With women's studies, is it a question of simply filling a lack in a structure already in place, filling a gap? Fascinating things would be done, new things discovered, knowledge advanced, and this is necessary—but one would not alter the model of the university, and in consequence, one would insidiously reproduce in the modern university . . . the old model, which is fundamentally phallocentric. . . . As much as women's studies has not put back into question the very principles of the structure of the former model of the university, it risks being just another cell in the university beehive.

(2005, 142)

In his remarks Derrida does not refer to any particular texts or mission of women's studies, its pedagogy, historical genealogy, curriculum, or the daily institutional struggles, ranging from the racist and sexist assumption behind canon formation, hiring and promotion, sexual harassment, campus rape, transgender violence; to questioning the insidious whiteness of the university, its lack of diversity, or the neoliberal model of scholarly productivity—the list is simply too long. Nonetheless he warns the members of the seminar that the "simple" institution of women's studies focused on "positive" research might form a new field of study, but at the cost of blindly and uncritically reproducing the "phallocentric" model of the modern university (2005, 142).

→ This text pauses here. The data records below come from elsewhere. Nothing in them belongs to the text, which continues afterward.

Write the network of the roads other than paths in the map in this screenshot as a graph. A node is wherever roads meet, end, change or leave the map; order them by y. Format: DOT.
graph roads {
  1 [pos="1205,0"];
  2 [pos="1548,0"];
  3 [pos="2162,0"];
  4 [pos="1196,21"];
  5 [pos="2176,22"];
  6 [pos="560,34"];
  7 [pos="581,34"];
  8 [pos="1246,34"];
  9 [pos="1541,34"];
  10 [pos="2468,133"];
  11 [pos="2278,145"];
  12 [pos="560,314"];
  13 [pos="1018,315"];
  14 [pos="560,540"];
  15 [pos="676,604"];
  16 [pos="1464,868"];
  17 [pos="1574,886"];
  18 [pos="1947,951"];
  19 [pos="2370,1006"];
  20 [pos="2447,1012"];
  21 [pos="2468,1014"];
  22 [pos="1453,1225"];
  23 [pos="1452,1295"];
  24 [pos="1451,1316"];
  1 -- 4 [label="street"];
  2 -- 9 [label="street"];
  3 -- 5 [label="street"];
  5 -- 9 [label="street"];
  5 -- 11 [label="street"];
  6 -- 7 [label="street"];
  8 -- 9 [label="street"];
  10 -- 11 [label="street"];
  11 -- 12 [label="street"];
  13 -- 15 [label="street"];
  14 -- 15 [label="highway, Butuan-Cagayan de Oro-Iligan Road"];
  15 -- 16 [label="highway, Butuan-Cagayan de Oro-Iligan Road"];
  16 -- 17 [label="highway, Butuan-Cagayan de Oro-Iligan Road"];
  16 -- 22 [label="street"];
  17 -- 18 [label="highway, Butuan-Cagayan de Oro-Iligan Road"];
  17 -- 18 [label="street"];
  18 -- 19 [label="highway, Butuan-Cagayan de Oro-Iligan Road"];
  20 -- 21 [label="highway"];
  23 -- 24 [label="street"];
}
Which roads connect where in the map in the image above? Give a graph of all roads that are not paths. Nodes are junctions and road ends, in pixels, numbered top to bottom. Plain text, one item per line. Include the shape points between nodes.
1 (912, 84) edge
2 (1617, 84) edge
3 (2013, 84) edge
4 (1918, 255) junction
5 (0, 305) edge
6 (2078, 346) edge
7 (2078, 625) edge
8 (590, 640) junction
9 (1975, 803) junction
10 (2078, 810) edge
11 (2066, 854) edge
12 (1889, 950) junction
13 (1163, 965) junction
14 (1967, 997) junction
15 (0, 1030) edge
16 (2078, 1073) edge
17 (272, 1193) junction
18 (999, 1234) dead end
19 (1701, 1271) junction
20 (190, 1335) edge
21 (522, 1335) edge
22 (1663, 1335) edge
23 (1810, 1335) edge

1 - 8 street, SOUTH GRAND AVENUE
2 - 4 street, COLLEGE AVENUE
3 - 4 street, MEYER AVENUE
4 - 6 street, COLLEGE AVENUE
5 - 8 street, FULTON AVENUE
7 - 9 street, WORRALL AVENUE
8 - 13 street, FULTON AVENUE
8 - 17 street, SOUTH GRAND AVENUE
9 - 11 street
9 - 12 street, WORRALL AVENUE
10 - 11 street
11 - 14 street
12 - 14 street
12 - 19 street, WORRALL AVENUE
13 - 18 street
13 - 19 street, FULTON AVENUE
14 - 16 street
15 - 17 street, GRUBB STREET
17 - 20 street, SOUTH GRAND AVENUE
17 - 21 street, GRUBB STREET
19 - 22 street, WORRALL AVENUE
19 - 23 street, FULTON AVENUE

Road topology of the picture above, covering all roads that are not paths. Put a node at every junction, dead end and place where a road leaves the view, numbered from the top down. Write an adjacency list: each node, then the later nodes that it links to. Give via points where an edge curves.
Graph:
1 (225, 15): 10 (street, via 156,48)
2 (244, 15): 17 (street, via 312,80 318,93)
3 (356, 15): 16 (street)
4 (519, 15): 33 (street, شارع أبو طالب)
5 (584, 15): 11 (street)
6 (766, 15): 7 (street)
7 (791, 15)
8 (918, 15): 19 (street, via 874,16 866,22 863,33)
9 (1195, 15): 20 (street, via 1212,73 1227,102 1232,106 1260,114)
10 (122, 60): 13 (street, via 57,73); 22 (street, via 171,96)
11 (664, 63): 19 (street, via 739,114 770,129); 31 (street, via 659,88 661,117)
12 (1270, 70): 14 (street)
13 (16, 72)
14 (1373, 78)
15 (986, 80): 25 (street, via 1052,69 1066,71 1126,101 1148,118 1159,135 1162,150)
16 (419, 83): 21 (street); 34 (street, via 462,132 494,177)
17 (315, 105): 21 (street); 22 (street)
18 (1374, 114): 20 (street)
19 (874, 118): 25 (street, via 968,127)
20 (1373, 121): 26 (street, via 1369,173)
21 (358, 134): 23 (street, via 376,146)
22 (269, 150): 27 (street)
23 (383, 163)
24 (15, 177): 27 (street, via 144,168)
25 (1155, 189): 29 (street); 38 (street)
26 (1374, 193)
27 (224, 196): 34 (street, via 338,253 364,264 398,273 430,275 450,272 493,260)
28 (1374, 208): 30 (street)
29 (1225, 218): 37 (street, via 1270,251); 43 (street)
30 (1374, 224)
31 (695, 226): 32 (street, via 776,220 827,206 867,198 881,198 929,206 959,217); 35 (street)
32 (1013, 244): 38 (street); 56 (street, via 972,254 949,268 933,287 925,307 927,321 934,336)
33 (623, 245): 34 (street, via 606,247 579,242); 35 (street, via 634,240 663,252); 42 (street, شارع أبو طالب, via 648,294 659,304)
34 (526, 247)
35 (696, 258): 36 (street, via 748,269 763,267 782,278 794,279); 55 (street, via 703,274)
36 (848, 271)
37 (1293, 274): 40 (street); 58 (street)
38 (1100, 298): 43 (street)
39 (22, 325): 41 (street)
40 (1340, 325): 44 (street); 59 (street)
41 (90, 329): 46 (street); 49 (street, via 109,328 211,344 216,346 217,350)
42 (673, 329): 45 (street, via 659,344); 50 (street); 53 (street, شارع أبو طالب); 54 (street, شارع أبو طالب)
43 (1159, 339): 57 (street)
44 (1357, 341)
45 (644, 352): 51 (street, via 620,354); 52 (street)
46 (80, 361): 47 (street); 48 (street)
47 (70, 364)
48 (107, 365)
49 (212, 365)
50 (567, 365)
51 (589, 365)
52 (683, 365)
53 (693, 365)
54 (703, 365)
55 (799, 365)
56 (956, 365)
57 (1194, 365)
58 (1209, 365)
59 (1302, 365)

Before we address women's relation to the law, let us dwell on this rather odd phrase of Derrida's—"[to] simply institute a department of Women's Studies" (2005, 144)—and on the binary opposition between feminist "positive" research and the deconstructive structural questioning of the university. Has not Derrida's work on iteration, performativity, and so forth, deconstructed this opposition? Furthermore, as black feminists have shown us again and again, isn't this opposition between empirical scholarship and theoretical analysis also racialized and gendered, echoing the old racist prejudice that racialized gendered others are incapable of doing philosophy?

By deconstructing the opposition between positive and theoretical research, let us consider the repetition of...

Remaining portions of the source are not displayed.